What about the hard work necessary to encourage civic participation? To date, our efforts at e-Government appear focused on achieving the transactional benefits: we’ve moved many planning and permitting functions onto the web but have let lag the effort to improve the website in order to make e-government more inviting to all stakeholders. (See points #5 and #6 above.)
City of Los Angeles has recently updated their website, for example, and it’s won recognition for inviting design. Santa Monica, too, has bent over backwards to invite community input into the planning process. That city is just kicking-off a series of meetings for their Downtown center plan which comes after years of working on their Land Use and Circulation element – a process so involved (and involving) some felt it might never wrap-up!
But how many of us participated in the Beverly Hills general plan update in 2010? Or participated in the design process for the business triangle? Who among us knows that we actually have a designated pedestrian area (right)? You could be excused because you can’t find it in a plan posted on the city’s website. (See point #3.)
Unfortunately, our efforts at bringing stakeholders into the workings of Beverly Hills city government has been too focused. We have an annual program called Team Beverly Hills that gives a group of appointed and lottery-chosen stakeholders a peek behind the curtain, but what about the rest of us? (At least we could post the City Council operations handbook.) We also get the word out via Beverly Hills This Week (a brief TV news magazine) and In Focus (an anemic glossy monthly newsletter). But we have our work cut out for us if we’re to offer stakeholders good reason to become involved.
Beverly Hills stakeholders receive nothing like the City of Walnut Creek’s ‘budget story’ (right). This 20-page booklet titled A Community Connected is a veritable dashboard of city functions and performance. Our own city staffers distributed it at the May Sunshine Task Force meeting as an example of transparency. And we agree: this would be an excellent tool to make the city’s business accessible.
Our city issues a mid-year statement of accomplishments but it reads a bit like a padded resume. (Download the 12-page 7 megabyte document. ) Just two years ago our local paper, The Courier, had to sue to get city salary information. That’s not transparency.

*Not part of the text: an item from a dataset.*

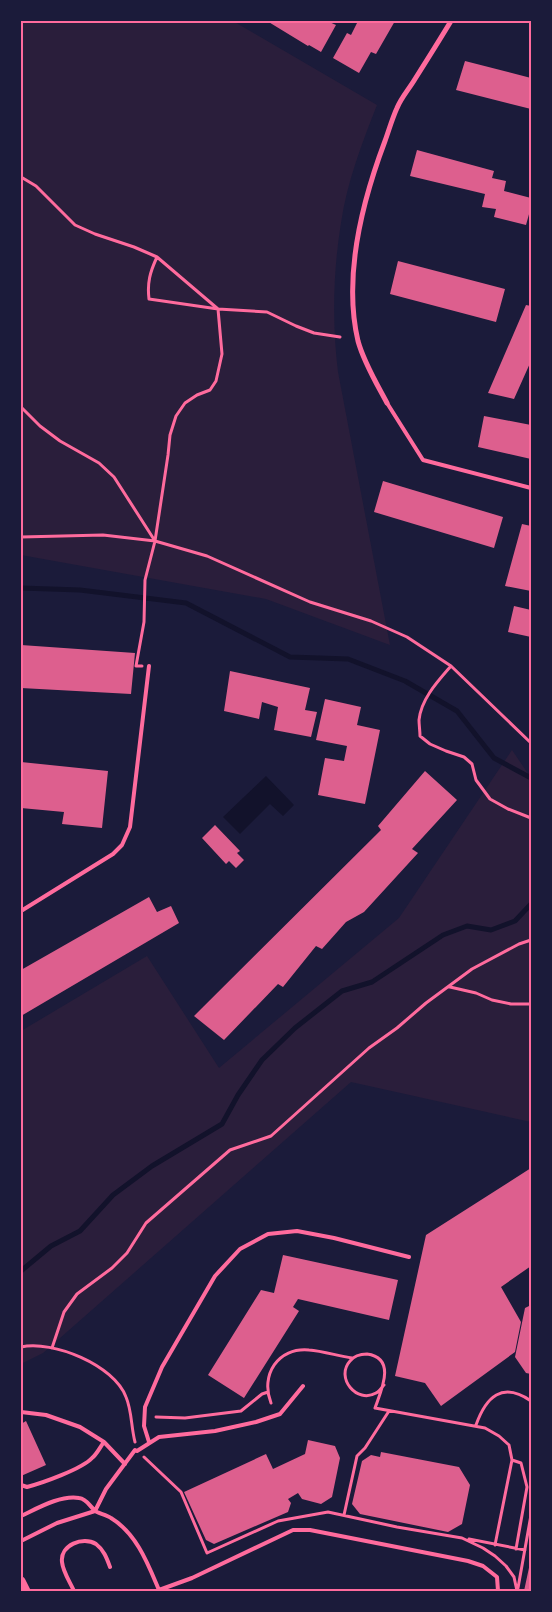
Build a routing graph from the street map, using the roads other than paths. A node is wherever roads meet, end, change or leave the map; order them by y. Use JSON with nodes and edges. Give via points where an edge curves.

Surely you have ideas about how to make City Hall more accessible and transparent. Join us at the next Sunshine Task Force meeting on June 25th. It’s public so feel free. According to councilmember Julian Gold, however, it’s not really a legitimate body, so don’t expect refreshments. The era of leisurely taxpayer-funded three-course meals is behind us now that the Westside COG is virtually out of business. Those were the days! Now it’s time to get to work.